By Terry Sherwood
There’s something almost whimsical in how this polish film titled Life for Beginners in English stumbles onto a truth most films wouldn’t dare touch with a straight face: that a vampire working in a care facility keeping her hunger in careful check and a person nearing the end of their life are, in their own peculiar ways, doing the same quiet work. Both are managing appetites and absences the rest of us would rather not look at directly the slow withdrawal from the world, the isolation that settles in no matter how many people visit, how many flowers arrive, how many straws get unwrapped at a bedside. You are trapped in a world of loneliness
Life for Beginners takes the most overworked monsters in cinema besides the zombie and the serial killer — the vampire, dragged through a century of capes, castles, and brooding immortals and relocated her to the most unglamorous setting imaginable: a Polish retirement home, all linoleum floors and fluorescent lighting. This vampire, Monia (brilliant, understated Magdalena Maścianica), isn’t seducing anyone in a moonlit garden. She’s working a Night shift, quietly feeding on residents already standing at death’s threshold, treating predation as a kind of palliative care.
It’s a small, perverse genius of a premise, and the film mines it for a humor that is less about jokes than about incongruity. The image that will likely follow this film into whatever cult afterlife it earns is Monia’s refrigerator stocked not with the usual domestic clutter but with neatly arranged blood bags, sipped through a straw like she’s working through a bubble tea order. There’s something very European about this gag, actually with the banality of appetite contrasted with food for many is ritual, a gathering cultural place to be celebrated. It recalls less the Gothic tradition than a kind of deadpan Eastern European stoicism, where horror and domesticity sit at the same kitchen table without apparent contradiction.

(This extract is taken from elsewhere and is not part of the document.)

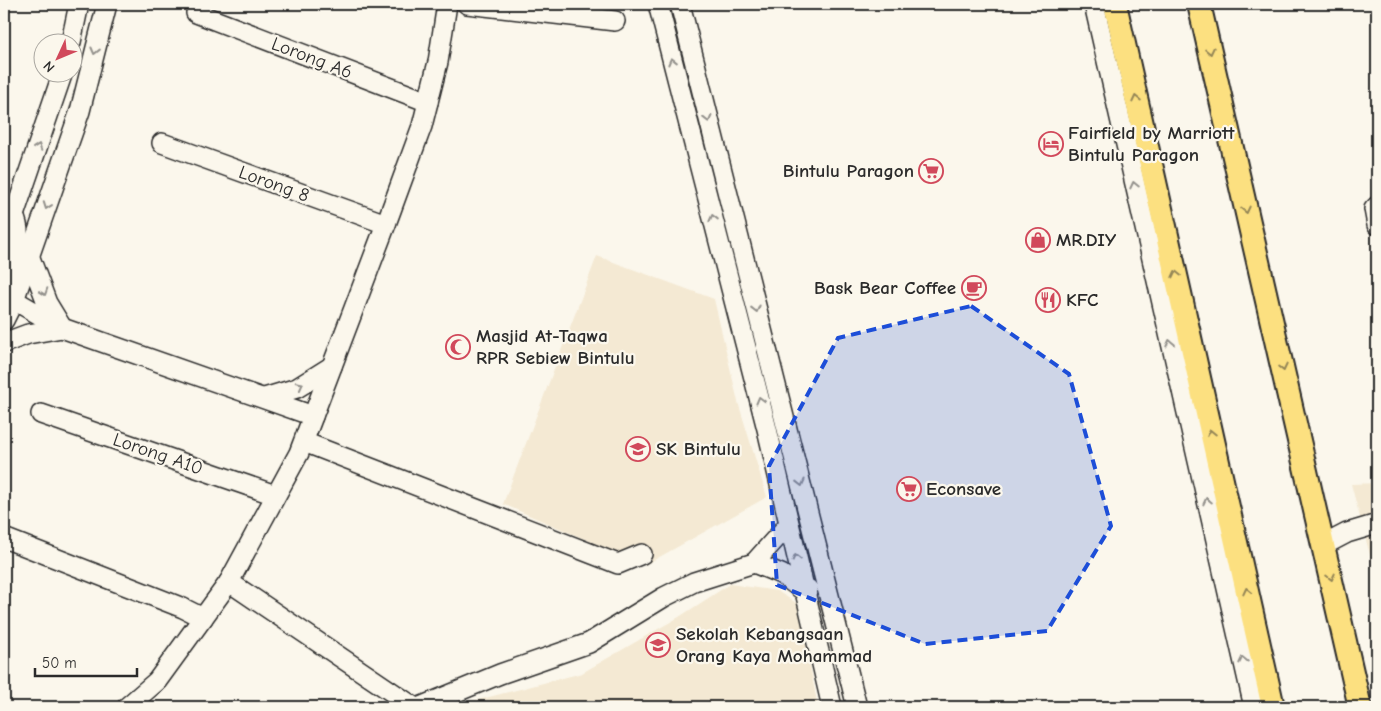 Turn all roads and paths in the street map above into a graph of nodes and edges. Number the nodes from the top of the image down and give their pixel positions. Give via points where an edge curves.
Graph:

The film is smart enough to know this conceit alone won’t sustain ninety minutes, so it complicates Monia’s careful arrangement with two intrusions. The first is Czarek (Michał Sikorski), grandson of the home’s most cantankerous female resident, who stumbles onto her secret and becomes entangled with her in a push-pull of suspicion and tenderness that never quite curdles into the romantic-comedy obviousness it could have. The second, more interesting complication is Mirek (Bartłomiej Kotschedoff), a rival vampire whom Monia turned as is now responsible for whose hunger has none of Monia’s discretion and whose centuries of existence have worn him down to something closer to despair than menace. He has come to asked for his release as only she can give him gives the film an unexpected current of melancholy beneath its comic surface, a reminder that eternal life, stripped of romance, just looks like exhaustion.
A stunning group of actors with some very funny lines and moments are within this work. Unlike the more recent Maggie Gyllenhaal’s The Bride which was over the top Bonnie and Clyde/ Wild at Heart look at romance of the dead, this work gets right into your heart lining especially then ending
Ana Lily Amirpour’s A Girl Walks Home Alone at Night, that black-and-white Iranian American fever dream about a robe clad vampire skateboarding through a ghost town, picking off men who deserve it. Both films share the same essential heresy stripping the vampire of her gothic theatrics and setting her loose in a landscape of quiet loneliness, where feeding becomes less a spectacle than a private, melancholy routine. Amirpour’s Girl haunts empty streets and oil derricks the way Monia haunts hallways and a humming refrigerator; both women feed with a kind of moral selectivity, choosing prey the world has already written off predators, in the Girl’s case, the dying, in Monia’s — as if the act of killing could still be reconciled with being good. And in both films, romance arrives sideways, almost accidentally, two solitary creatures recognizing in each other a shared fluency in isolation before either admits to wanting company at all.
Visually fangs appear exactly once, almost as a wink to the audience expecting them. This is, refreshingly, not Roman Polanski’s The Fearless Vampire Killers, but something more as it its shot cheaply, performed sincerely, and assembled with the kind of low-budget ingenuity that European genre cinema does so well when it isn’t trying to imitate Hollywood. Make no mistake this is brilliant, thoughtful at times whimsical filmmaking at is best
What elevates Life for Beginners above novelty is its genuine warmth toward its elderly cast. The retirement home residents aren’t props for the young leads’ romance; they’re given color, personality, do mischief, and in one gloriously unruly sequence involving a bonfire organized in open defiance of facility rules to stop a curse. It’s a strange thing to find tucked inside a horror-comedy, but it’s also what gives the film its heart without being overly sentimental.
Life For Beginners screened as part of Raindance Film Festival 2026.